Note that inclusion of the maximum temperature (evaporation) explains
very little of the variation in streamflow, as the improvement in the
performance measure AIC (Aikaike Information Criterium) between model 3
(Table 5) and model 4 (Table 6) is small. As a result, for those
catchments still showing significant trends, the variance explained by
including rainfall and temperature is small, from < 10% to
30%. As with the previous analyses (Chiew et al., 2009; Potter &
Chiew, 2011), the catchments with significant trends are all located in
the South and West of Australia.
For the Mann-Kendall tests on the remaining residuals, eight catchments
have significant trends (Table 6, Figure 7), again more than with the
regression modelling. However, the bootstrap results in Figure 7 suggest
that even fewer of the sites have true trends, with a minimum of one and
a maximum of three of the residual trends clearly falling outside the
bootstrap distribution, including some on the outer edge. The overlap
between the results from the Mann-Kendall residual analysis and the
trend in the GAMM is clear for most of the locations, except for the
very small YARR, for which the residual analysis suggests there is no
significant trend, but the GAMM suggests the linear trend is
significant. In this case, the actual trend might not be linear, but in
general the assumption of a linear trend is not influencing the results.

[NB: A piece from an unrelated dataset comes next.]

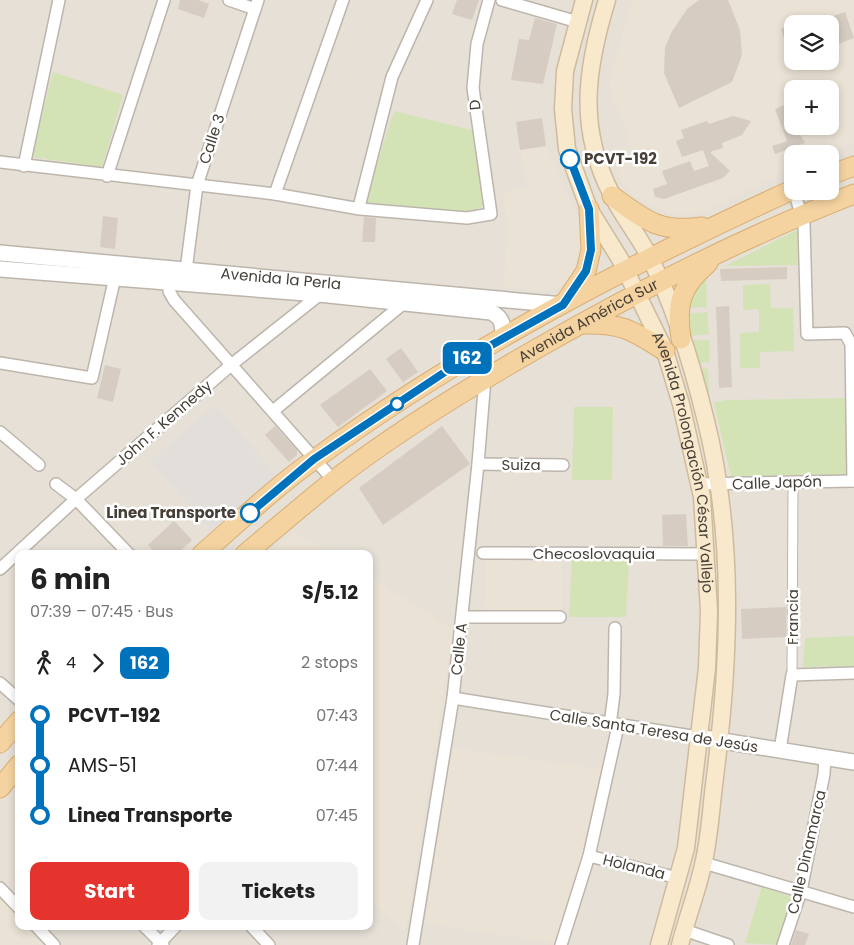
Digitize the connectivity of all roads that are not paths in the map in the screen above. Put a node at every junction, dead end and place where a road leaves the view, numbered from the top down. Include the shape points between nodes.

Moreover, there is clear overlap between the LTPMK analysis and the
traditional Mann-Kendall analysis, with the same stations showing
significance, despite the Hurst coefficient being significant for all
the stations.
Model non-stationarity over long
periods
This part of the analysis tested whether numerical models used for the
analysis of trends and elasticities impact the analysis of the
elasticities presented earlier. This is important as several climate
change studies are based on model output analysis (Chiew et al., 2009;
Potter & Chiew, 2011; Vaze et al., 2011) rather than observed data. As
calibrated models essentially fit a stationary series, the residuals
(between observed and simulated) should retain any existing trend in the
data. This builds on earlier analyses (Buzacott, Tran, van Ogtrop, &
Vervoort, 2019; Saft et al., 2015; Vaze et al., 2010), which contrasted
calibration differences in dry and wet periods to investigate
non-stationarity.
The result of the Mann-Kendall non-parametric analysis on the weekly
residuals (observed – predicted) for the 41 years of the data series
indicates significant slopes for only part of the stations (Figure 8).
While there appears to be no consistent pattern, it indicates that for
SimHyd (at least for some of the stations) there are stronger decreasing
trends than for GR4J. In contrast, the residuals of GR4J had more
significant trends in the standard Mann Kendall analysis, but also
predicted some (very small) positive trends. Overall the identified
catchments with significant slopes, CORA COTT, RUTH, SOUT and MURR,
match the GAMM and earlier Mann-Kendall analysis on the data. Again, the
small YARR catchment is an outlier, indicating a significant slope in
the Mann-Kendall analysis, but positive for the GR4J residuals and
negative for the SimHyd residuals. However, in both cases the actual
slope value is very close to 0. Overall this matches the uncertainty for
this catchment indicated in the earlier analyses.
The LTPMK tests however indicated that none of the identified trends
were significant under this test (supplementary documents, document 6A).
This essentially shows that identified slope in the model residuals
exists locally, but currently the overall variation in the data means we
cannot yet affirm a long-term trend in the residuals under the scaling
hypothesis (Hamed, 2008).
Overall, these results are broadly similar to the earlier analyses,
suggesting trends in only some of the South-eastern Australian stations,
but with many of the trends being very small. All analyses also indicate
the largest negative trend for the RUTH catchment.